According to the Chief Executive Officer of Clane, a mobile payment company, Mr. Dipo Alabede, investing in technology and cybersecurity infrastructure is crucial for the banks as it would enable them to automate and streamline processes, reducing manual errors and improving service delivery.
He added that a robust IT infrastructure supports advanced digital banking services, including mobile apps, online banking, and other digital payment solutions, which are essential for the banks to retain and attract customers.
“With the rise in the development and adoption of digital platforms, we should also expect a rise in cyber threats, including phishing attacks, ransomware, and data breaches; thus, investing in cybersecurity is imperative for the banks.
“Strengthening cybersecurity measures will help the banks to protect sensitive customer data, maintain trust, and comply with regulatory requirements,” Alabede said.
The banks have in recent times faced competition from fintechs, whose infrastructure is agile and are able to scale faster than the traditional banks. The likes of Opay, Palmpay, and Moniepoint, among others, are now controlling millions of customers that would automatically have been bank customers in the absence of the fintechs.
This is firing up the banks to invest more in technology. However, some industry analysts believe that with the exception of GTCO, which is spending 26.6% of its proceeds on technology, the 20% earmarked by the banks may not be enough for the IT infrastructure overhaul that the banks need considering the changing dynamics of the financial technology space, especially with the increasing deployment of artificial intelligence (AI) across sectors.
Meanwhile, all the banks have been projected to raise an estimated $2.616 billion at the end of the ongoing recapitalization exercise. Going by the planned investment in IT infrastructure from the offer proceeds by the three banks, which is an average of 20%, about $522 million of all the banks’ capital raise may end up in the IT sector.
Meanwhile, all the banks have been projected to raise an estimated $2.616 billion at the end of the ongoing recapitalization exercise.

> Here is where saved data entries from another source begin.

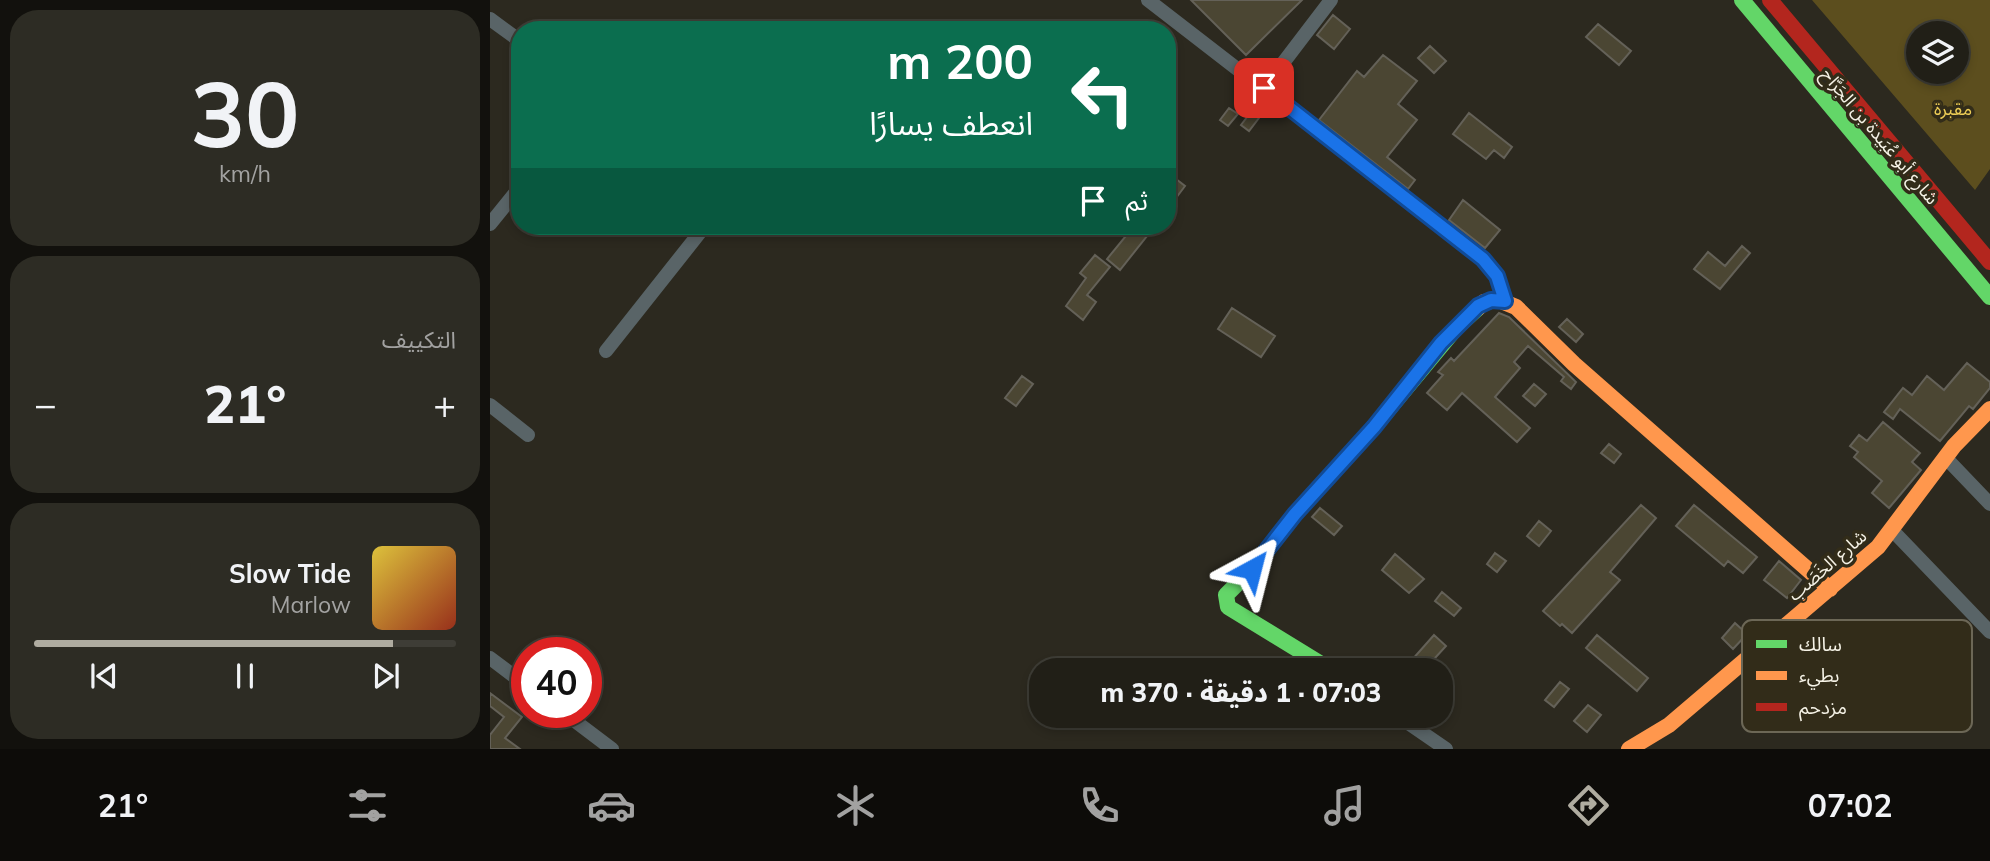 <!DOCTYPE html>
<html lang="ar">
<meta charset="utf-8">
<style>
body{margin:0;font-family:Mulish,"Noto Sans Arabic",sans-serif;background:#2d2c24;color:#f1f3f6;direction:rtl;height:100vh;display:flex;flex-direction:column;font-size:26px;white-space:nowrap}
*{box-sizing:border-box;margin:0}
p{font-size:23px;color:#a2a2a1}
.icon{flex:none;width:38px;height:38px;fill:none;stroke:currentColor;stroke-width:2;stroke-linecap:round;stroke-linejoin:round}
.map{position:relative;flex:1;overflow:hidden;direction:ltr}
.panel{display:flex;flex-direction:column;gap:10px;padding:10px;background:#12110d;width:490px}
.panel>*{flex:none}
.banner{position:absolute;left:21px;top:21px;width:665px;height:214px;border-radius:28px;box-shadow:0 4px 10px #0003,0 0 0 2px #3e3d36;direction:rtl;background:#0b6e4f;color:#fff;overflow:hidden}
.buttons{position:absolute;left:1416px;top:21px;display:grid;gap:14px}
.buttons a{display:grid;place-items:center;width:63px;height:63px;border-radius:50%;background:#211f17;box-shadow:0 4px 10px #0003,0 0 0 2px #3e3d36;font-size:35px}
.speed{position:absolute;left:21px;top:637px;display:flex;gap:14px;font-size:35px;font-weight:700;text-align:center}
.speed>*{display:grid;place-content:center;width:91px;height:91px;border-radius:50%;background:#211f17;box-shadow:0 4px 10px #0003,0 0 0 2px #3e3d36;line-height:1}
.speed .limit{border:10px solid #d22;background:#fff;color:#111}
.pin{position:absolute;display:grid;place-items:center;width:60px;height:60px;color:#fff;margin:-30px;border-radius:14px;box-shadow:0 4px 10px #0006}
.me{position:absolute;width:77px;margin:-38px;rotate:38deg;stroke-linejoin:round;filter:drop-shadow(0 0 5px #0008)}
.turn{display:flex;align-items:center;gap:24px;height:147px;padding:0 28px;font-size:32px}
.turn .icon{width:91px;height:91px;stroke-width:2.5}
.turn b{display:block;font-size:49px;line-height:60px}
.then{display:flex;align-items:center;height:66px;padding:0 28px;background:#0003;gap:14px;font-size:26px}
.big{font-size:52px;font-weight:800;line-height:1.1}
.panel .card{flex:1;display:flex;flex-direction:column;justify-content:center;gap:10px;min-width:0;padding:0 24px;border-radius:28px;background:#2d2c24}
.panel .dial{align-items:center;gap:0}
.dial b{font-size:91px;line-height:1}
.song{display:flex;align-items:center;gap:21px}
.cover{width:84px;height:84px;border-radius:10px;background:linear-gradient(135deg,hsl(50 70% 55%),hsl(10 70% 35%))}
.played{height:7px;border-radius:4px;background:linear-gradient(90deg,#afaca0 85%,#3e3d36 85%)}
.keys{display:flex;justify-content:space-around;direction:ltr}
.heat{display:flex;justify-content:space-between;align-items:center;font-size:38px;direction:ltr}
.trip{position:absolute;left:539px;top:658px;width:424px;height:70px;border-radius:28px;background:#211f17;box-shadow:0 4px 10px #0003,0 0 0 2px #3e3d36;font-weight:800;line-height:70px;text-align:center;direction:rtl}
.dock{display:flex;height:112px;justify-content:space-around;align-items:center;background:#0d0c09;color:#a2a2a1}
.dock .icon{width:49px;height:49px}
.dock .on{color:#afaca0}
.dock b{font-size:32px;color:#f1f3f6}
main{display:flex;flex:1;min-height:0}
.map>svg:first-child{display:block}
</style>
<main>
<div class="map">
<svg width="1500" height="749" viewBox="0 0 1500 749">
<rect width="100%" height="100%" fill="#2c291f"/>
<!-- green -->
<path fill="#5c4e1e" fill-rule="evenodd" d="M1322 0H1500V169L1485 190ZM1428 33H1466V72H1428Z"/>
<!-- building -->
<path fill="#4b4633" stroke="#646158" stroke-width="2" d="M701 0H812L756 55Z
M843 15 860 29 844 49 827 35Z
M1108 24 1141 51 1129 65 1096 37Z
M940 46 956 61 944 73 928 58Z
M893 55 927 81 908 104 927 120 897 157 925 180 918 189 829 120 867 71 874 77Z
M739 108 748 114 738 126 730 120Z
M764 108 772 114 759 131 751 125Z
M979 113 1022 147 1014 158 1004 150 996 159 963 134Z
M677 172 695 186 677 210Z
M973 200 1010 230 995 248 959 220Z
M644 226H665L630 270 617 259Z
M1252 246 1260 253 1230 289 1204 269 1218 252 1235 266Z
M605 255 620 267 597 295 606 302 593 320 576 306 596 278 590 273Z
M742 308 785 336 771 357 728 329Z
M1009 313 1019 317 1086 382 1081 389 1071 381 1074 377 1038 346 1024 362 1030 368 1005 397 1040 428 1027 442 972 393 957 410 937 393 953 375 948 372 961 358 964 361Z
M1077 319 1093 334 1086 342 1069 327Z
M1477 363 1500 382V388L1483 409 1479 406 1450 441 1410 409 1403 419 1394 412 1413 388 1422 395 1437 376 1454 390Z
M532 376 543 384 526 406 515 398Z
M1044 384 1056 394 1045 406 1033 396Z
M1393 422 1430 453 1422 462 1431 470 1399 508 1382 493 1392 481 1364 457 1368 452 1360 446 1369 435 1377 441Z
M1119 444 1131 454 1124 463 1111 453Z
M1151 505 1166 518 1120 572 1130 580 1082 633 1072 624 1070 626 1053 611Z
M1204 505 1267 557 1253 573 1238 561 1234 566 1186 526Z
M830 508 852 526 844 535 822 517Z
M1049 521 1061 531 1049 546 1037 536Z
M1005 553 1016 561 1007 572 997 564Z
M905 554 934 579 919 593 892 570Z
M1289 561 1311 580 1297 598 1274 580Z
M952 592 971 608 964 616 945 601Z
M1245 623 1257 634 1243 649 1232 638Z
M944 635 956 646 934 670H913Z
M1107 635 1158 678 1147 691 1096 648Z
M1070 682 1079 689 1064 707 1055 700Z
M0 693 32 717 15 738 30 749H0V735L14 717 0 706Z
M1098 705 1111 715 1097 732 1084 721Z"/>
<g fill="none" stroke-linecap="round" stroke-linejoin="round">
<!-- street -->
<path stroke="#596467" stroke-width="14" d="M658 0 993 259 1007 276 1015 301
M0 19 30 41
M774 88 841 0
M0 224 30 187
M116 351 215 226
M0 405 38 435
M1455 457 1500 504
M1403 531 1500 632
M0 658 37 686
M73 712 122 749
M908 716 956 749"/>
<!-- fast -->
<path stroke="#63d668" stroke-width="16" d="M1252 0 1500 297
M841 670 738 607 736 595 762 569 805 514 884 427 967 327 988 308"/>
<!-- slow -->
<path stroke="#ff974d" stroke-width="16" d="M988 308 994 302 1009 300 1026 307 1084 364 1340 589
M1139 749 1179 725 1388 547 1464 446 1500 409"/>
<!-- jam -->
<path stroke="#b3261e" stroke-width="16" d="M1280 0 1500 262"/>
</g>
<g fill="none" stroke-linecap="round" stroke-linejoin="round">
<!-- route casing -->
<g stroke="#114b97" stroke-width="18">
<path id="route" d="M762 569 805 514 884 427 951 343 988 306 1001 300 1015 301 1007 276 993 259 774 88"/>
</g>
<!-- route -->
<use href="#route" stroke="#1a73e8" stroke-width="12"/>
</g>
<g text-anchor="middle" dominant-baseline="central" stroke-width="7" stroke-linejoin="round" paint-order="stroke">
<!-- park labels -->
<g font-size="18" fill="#edcd56" stroke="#322c19">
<text x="1463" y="108">مقبرة</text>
</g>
<!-- street labels -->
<g font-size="18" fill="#f5f2e6" stroke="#322c19">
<text transform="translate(1390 136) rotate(50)">شارع أبو عُبَيدة بن الجَرَّاح</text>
<text transform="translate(1337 565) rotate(-41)">شارع الخَصَب</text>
</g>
</g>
<!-- legend -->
<rect x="1252" y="620" width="230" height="112" rx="10" fill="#322c19" stroke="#6c6756" stroke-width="2"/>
<rect x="1266" y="640" width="31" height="8" fill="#63d668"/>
<rect x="1266" y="671" width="31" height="9" fill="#ff974d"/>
<rect x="1266" y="703" width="31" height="8" fill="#b3261e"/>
<g font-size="19" fill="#f5f2e6">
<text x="1309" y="651">سالك</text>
<text x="1309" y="682">بطيء</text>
<text x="1309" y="714">مزدحم</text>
</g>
</svg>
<div class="buttons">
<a><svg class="icon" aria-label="layers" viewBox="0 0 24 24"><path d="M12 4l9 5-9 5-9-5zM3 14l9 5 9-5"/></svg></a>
</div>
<div class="speed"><div class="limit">40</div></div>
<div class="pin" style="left:774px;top:88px;background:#d93025"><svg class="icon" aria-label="arrive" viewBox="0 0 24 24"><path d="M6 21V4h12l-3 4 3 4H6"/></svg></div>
<svg class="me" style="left:762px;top:569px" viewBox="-20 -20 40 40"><path d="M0-17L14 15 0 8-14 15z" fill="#1a73e8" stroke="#fff" stroke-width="4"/></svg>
<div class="trip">07:03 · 1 دقيقة · 370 m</div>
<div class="banner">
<div class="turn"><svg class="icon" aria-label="left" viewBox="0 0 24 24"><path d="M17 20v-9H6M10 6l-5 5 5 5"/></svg><div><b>200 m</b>انعطف يسارًا</div></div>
<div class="then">ثم<svg class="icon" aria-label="arrive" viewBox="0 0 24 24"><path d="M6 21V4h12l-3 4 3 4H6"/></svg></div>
</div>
</div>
<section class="panel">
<div class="card dial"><b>30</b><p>km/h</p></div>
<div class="card"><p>التكييف</p>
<div class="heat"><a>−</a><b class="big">21°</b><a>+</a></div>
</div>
<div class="card">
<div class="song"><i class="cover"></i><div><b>Slow Tide</b><p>Marlow</p></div></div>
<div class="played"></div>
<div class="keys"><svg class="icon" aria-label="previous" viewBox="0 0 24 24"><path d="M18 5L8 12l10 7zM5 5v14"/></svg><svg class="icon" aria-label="pause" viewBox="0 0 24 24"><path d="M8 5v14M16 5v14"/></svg><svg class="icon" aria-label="next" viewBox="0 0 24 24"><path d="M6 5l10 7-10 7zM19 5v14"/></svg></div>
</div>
</section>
</main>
<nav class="dock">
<b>07:02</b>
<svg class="icon on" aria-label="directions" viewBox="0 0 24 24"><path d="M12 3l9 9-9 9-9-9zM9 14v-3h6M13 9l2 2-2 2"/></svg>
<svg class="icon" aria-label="music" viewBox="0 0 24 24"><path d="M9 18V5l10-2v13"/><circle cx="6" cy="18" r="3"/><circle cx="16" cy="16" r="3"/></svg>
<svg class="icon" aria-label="phone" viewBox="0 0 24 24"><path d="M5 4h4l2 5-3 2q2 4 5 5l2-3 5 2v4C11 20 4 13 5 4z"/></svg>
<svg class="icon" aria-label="climate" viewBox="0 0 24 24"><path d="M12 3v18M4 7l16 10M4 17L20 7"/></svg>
<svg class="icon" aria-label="car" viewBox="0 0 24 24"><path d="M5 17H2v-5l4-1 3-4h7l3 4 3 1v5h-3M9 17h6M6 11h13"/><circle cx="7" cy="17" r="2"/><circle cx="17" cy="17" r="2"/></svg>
<svg class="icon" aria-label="filters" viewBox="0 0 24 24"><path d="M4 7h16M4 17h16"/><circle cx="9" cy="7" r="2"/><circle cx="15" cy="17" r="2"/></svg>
<b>21°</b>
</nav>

Going by the planned investment in IT infrastructure from the offer proceeds by the three banks, which is an average of 20%, about $522 million of all the banks’ capital raise may end up in the IT sector.
This is expected to translate to more revenue for tech giants like Amazon Web Services (AWS) and Microsoft Azure, which provide banks with cloud services. A number of local IT firms rendering services to the banks are also expected to benefit from this spending.